Ok. So the EHR and the authz server shares the EHR context and the authz server passes this info via the token response.....

view this post on Zulip Josh Mandel (Feb 05 2021 at 16:19):

Yes, you've got it.

view this post on Zulip B Stibbe (Feb 05 2021 at 16:33):

It looks like if you post an launch artifact (like SAML). But you should get this artifact (first) from the authz server. The launched application delivers the launched artifact to the authz server and response with the access_token and other context.

Nice, but this is not a current SMART standard.........

view this post on Zulip Josh Mandel (Feb 05 2021 at 16:36):

I'm not following. The SMART App Launch standard provides a way to communicate (arbitrary) launch context to an app, ensuring it only becomes available once authorization is complete.

view this post on Zulip B Stibbe (Feb 05 2021 at 16:39):

I get that part. But the first part, to use the launch parameter as an artificat or key to get launch content from the authz server.

view this post on Zulip B Stibbe (Feb 05 2021 at 16:41):

Or the communication between the host and the authz server about the launch parameter.

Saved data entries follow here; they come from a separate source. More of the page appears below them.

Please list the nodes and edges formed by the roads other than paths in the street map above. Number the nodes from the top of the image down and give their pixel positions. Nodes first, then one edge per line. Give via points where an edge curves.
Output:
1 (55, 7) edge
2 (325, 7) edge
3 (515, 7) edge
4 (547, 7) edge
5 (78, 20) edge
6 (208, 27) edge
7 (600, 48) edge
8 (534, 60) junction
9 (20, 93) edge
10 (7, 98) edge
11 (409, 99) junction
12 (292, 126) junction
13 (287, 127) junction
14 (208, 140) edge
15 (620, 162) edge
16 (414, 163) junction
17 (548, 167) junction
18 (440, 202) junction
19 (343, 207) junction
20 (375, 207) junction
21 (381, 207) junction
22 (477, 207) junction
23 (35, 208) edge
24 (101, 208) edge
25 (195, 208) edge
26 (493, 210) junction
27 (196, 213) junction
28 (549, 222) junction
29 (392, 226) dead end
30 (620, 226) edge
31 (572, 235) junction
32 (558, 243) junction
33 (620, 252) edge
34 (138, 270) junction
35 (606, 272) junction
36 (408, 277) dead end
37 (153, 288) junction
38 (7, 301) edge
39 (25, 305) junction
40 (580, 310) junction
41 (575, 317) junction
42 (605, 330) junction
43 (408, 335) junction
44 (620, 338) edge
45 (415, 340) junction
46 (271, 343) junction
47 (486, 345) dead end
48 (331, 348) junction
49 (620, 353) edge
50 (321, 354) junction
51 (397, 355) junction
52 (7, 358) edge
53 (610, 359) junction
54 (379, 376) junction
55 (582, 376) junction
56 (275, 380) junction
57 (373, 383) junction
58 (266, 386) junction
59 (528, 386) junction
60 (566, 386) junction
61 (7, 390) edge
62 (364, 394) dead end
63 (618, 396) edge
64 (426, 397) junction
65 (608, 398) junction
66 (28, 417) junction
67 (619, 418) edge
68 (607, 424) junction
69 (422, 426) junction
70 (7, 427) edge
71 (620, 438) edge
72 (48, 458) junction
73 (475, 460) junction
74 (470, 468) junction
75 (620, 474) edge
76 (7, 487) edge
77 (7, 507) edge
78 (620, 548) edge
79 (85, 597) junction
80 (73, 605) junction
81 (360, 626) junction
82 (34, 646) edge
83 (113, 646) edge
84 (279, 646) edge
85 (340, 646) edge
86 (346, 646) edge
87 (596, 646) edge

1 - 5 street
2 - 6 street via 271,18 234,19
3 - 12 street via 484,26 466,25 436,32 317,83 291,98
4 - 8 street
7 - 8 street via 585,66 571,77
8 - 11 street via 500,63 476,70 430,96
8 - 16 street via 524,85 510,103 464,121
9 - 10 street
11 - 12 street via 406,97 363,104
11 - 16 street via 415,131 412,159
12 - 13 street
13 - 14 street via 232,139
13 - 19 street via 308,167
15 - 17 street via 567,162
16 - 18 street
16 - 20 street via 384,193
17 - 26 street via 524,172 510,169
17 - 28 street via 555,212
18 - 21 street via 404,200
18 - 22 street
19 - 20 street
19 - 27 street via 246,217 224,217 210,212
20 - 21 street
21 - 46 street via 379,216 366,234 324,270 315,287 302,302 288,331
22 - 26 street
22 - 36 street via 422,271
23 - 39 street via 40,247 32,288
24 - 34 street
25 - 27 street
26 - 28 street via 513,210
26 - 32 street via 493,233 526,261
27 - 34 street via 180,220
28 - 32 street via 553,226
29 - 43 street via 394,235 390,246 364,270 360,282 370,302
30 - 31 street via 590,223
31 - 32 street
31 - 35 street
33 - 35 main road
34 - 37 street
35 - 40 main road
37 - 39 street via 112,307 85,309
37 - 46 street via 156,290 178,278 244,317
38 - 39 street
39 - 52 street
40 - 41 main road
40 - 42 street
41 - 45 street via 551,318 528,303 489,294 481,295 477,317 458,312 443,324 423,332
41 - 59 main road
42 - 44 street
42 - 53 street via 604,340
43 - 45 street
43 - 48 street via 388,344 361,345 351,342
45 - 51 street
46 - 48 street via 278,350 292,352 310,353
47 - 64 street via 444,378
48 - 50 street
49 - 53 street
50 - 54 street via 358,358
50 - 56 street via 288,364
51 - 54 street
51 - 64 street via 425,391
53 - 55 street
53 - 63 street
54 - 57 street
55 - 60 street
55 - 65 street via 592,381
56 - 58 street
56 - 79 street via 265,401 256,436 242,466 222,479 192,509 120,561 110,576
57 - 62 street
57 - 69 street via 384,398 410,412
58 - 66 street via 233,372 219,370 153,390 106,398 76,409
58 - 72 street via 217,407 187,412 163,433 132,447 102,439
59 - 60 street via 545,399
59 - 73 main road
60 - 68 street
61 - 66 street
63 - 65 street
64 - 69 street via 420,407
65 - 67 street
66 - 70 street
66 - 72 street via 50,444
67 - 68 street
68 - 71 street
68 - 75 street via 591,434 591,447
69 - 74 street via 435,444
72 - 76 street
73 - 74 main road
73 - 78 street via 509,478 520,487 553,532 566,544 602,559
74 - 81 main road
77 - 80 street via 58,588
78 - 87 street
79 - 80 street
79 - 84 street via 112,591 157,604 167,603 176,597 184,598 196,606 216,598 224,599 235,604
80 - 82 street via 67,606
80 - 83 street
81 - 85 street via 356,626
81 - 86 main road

view this post on Zulip Bernard Stibbe (Jun 09 2021 at 13:57):

Josh Mandel said:

That's an internal choice; you get one parameter (launch) to use to make the connection. One example would be: EHR writes context to a database, keyed by a random launch value; and authz server can read from that db.

@Josh Mandel how do you passes the launch context endpoint or the db entry to the authz server. This must be done befor we start the launch? Do we have an launch context endpoint extension for the CapabilityStatement?

view this post on Zulip Josh Mandel (Jun 09 2021 at 14:03):

There is no such thing as a "launch context endpoint". Apps supporting the EHR launch sequence have a launch endpoint;

view this post on Zulip Josh Mandel (Jun 09 2021 at 14:04):

When launching such an app, the EHR redirects to that endpoint and includes a URL parameter called launch.

view this post on Zulip Bernard Stibbe (Jun 09 2021 at 15:35):

Ok. Launch context endpoint is the wrong definition for getting the launch context. But how does the authz server get the endpoint (or entry) of the launch context?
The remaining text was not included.